Parikshit

 



 A Lunar Line mythic ruler who serves as an illustration of how destiny cannot be avoided.

Parikshit is Arjuna's grandson, one of the five Pandava brothers who star in the Mahabharata, the second of the two major Hindu epics.

Parikshit takes the kingdom from Arjuna's older brother, Yudhishthira, and governs righteously for sixty years, according to legend, but it is his death that is most remembered.

Parikshit, who enjoys hunting, stumbles upon a meditating sage one day while following a wounded deer.

When the sage refuses to answer his questions regarding the deer, Parikshit becomes enraged and wraps a dead snake around the sage's neck with his bow.

The sage is blissfully ignorant of this, but his kid discovers it when his playmates mock him.

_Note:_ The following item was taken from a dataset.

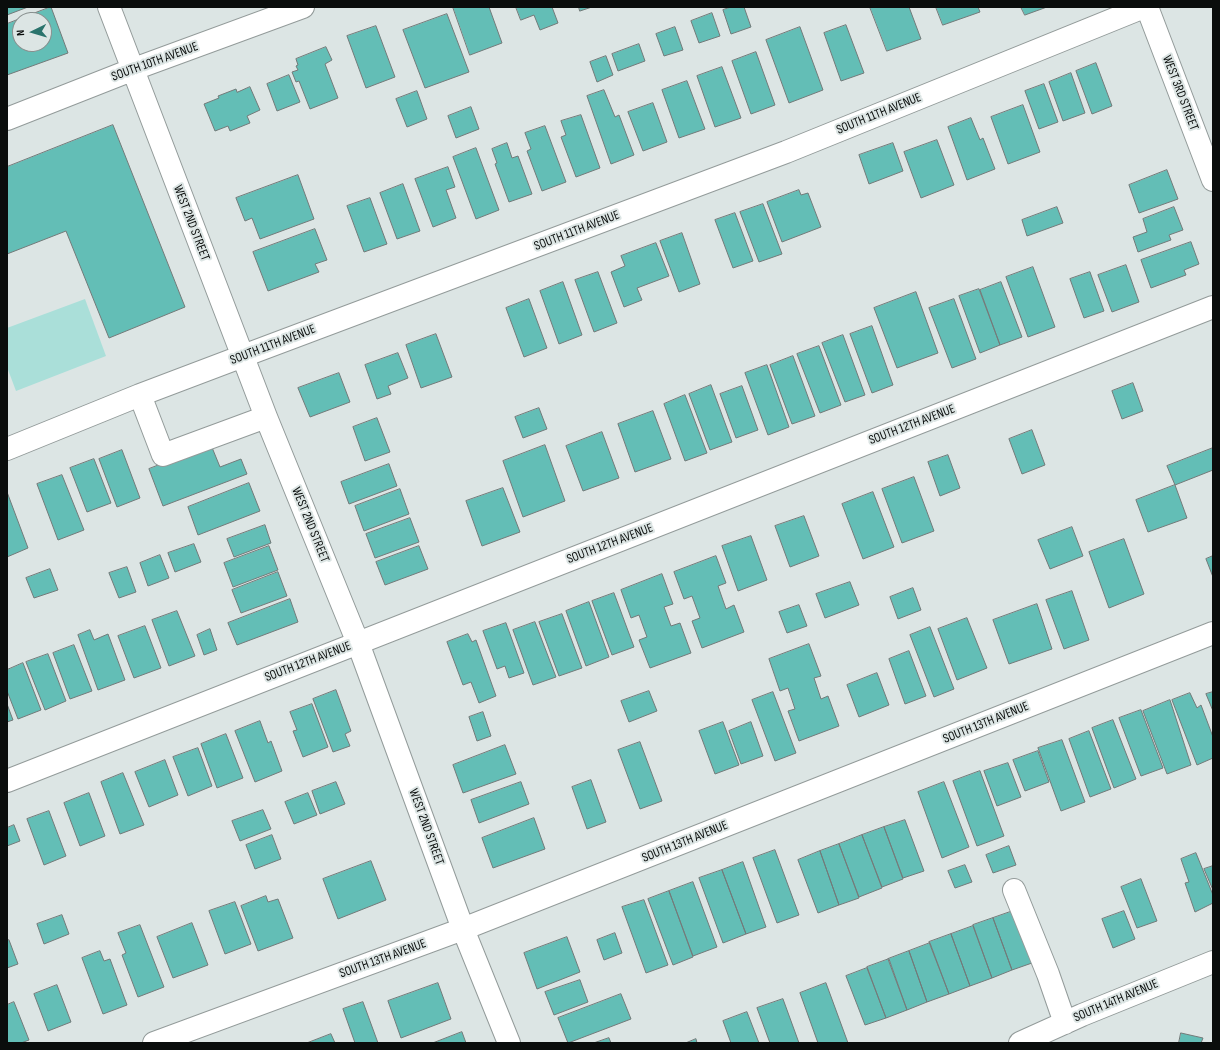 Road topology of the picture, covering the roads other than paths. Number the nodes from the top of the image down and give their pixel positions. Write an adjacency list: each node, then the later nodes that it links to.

Furious, the son swears that whomever is guilty would be fatally bitten by the huge snake Takshaka within seven days.

When the son realizes that the king is to blame, he repents of his curse.

Parikshit takes all precaution he can to avert his destiny.

He constructs a home on top of a massive pillar, has everything brought into the house thoroughly checked, and surrounds himself with snakebite doctors.

The king starts to relax his vigilance after six days without incident.

As the seventh day draws to a close, Takshaka disguises himself as a worm in a piece of fruit, transforms into his true form when the fruit is sliced open, and bites and kills the king.